BPH model was established in rats as described above; rats were injected with Lv-sh-METTL3 and/or Lv-sh-PTEN and examined for A–C the mRNA and protein expressions of METTL3 and PTEN in rats’ prostate using qRT-PCR and Immunoblotting; D–E prostatic epithelial thickness and prostate weight at the end of the modeling and treatment; F a representative prostate with the urinary bladder from each group (upper) and the histopathological characteristics of rats’ prostate from each group using H&E staining (down); Scale bar = 1 cm or 100 μm; G–K the contents of Ki67, PCNA, E-cadherin, N-cadherin, and vimentin in rats’ prostate tissues using Immunohistochemical (IHC) staining; L cell apoptosis in rats’ prostate using TUNEL assay; scale bar = 50 μm. **P < 0.01, compared with the Lv-sh-NC group. ^##P < 0.01, compared with the Lv-sh-METTL3 group.

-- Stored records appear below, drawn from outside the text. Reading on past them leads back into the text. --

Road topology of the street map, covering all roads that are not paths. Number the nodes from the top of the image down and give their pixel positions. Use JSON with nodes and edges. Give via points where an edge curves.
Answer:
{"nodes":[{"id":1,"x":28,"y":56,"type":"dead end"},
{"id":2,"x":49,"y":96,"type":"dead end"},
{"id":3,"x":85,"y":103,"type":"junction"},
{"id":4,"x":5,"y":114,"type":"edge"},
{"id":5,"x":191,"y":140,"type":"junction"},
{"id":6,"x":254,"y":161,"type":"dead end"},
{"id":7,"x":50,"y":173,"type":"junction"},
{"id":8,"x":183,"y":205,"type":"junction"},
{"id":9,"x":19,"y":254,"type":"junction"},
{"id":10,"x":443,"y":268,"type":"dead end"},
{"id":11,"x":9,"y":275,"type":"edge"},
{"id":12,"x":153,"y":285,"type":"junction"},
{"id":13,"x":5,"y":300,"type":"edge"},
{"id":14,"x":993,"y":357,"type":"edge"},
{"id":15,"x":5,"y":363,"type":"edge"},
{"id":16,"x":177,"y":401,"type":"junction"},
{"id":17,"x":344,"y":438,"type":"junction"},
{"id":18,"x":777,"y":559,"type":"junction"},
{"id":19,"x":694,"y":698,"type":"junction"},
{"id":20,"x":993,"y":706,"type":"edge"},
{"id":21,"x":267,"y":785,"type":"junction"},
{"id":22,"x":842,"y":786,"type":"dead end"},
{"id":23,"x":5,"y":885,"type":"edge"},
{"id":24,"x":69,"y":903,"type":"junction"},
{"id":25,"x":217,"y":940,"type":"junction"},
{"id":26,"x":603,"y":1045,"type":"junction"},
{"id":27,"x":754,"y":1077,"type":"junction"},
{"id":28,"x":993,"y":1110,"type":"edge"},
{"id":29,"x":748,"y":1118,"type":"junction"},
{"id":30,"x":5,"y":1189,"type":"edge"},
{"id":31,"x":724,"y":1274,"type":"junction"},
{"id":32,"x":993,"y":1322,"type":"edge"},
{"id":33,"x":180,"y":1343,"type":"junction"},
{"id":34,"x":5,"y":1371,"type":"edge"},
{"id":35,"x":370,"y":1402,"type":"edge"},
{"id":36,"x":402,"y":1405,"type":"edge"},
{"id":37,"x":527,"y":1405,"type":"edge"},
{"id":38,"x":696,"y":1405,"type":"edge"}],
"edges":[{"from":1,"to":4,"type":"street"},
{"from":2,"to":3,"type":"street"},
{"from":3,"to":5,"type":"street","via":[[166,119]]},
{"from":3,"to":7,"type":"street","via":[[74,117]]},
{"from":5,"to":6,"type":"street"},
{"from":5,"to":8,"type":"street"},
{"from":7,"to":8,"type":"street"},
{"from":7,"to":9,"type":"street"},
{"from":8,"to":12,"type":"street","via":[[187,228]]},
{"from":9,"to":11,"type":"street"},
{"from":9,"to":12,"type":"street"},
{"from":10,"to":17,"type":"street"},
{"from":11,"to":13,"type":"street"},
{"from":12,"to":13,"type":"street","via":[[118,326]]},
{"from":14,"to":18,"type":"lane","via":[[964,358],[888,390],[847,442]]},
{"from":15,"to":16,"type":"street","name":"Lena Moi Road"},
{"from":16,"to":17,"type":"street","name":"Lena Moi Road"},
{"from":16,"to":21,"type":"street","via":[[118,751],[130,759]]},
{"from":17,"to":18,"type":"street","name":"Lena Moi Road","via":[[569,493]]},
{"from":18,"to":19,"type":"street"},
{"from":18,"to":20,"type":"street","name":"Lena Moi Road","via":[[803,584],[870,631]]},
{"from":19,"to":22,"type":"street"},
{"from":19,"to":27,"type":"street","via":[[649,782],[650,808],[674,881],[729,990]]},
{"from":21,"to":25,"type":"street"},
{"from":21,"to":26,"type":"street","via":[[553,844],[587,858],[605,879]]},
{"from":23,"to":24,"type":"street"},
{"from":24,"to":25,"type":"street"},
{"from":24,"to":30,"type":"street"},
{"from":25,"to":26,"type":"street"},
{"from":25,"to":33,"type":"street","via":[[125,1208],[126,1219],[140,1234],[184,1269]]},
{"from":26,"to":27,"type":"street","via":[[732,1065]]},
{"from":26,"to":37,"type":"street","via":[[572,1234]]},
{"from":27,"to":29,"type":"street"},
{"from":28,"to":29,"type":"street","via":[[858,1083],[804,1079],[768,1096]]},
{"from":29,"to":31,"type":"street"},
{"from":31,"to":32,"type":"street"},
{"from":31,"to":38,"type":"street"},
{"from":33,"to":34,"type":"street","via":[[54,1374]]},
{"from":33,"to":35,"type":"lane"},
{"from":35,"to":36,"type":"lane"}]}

Fig. 7. METTL3 affects the cell phenotypes of TGF-β-stimulated.

BPH-1 cells through PTEN BPH-1 cells were co-transduced with Lv-sh-METTL3 and Lv-sh-PTEN and examined for PTEN mRNA expression using qRT-PCR (A); cell viability using MTT assay (B); DNA synthesis using EdU assay (C, D); Scale bar = 20 μm; the protein levels of E-cadherin, N-cadherin, and vimentin using Immunoblotting (E); cell apoptosis by Flow cytometry (F). **P < 0.01, compared with the Lv-sh-NC group. ^##P < 0.01, compared with the Lv-sh-METTL3 group.

Fig. 8. A schematic diagram indicates the mechanisms of how METTL3 promotes prostatic hyperplasia of BPH.

The METTL3/YTHDF2/PTEN axis disturbs the balance between epithelial proliferation and apoptosis, promotes EMT, and accelerates BPH development in an m⁶A modification-related manner.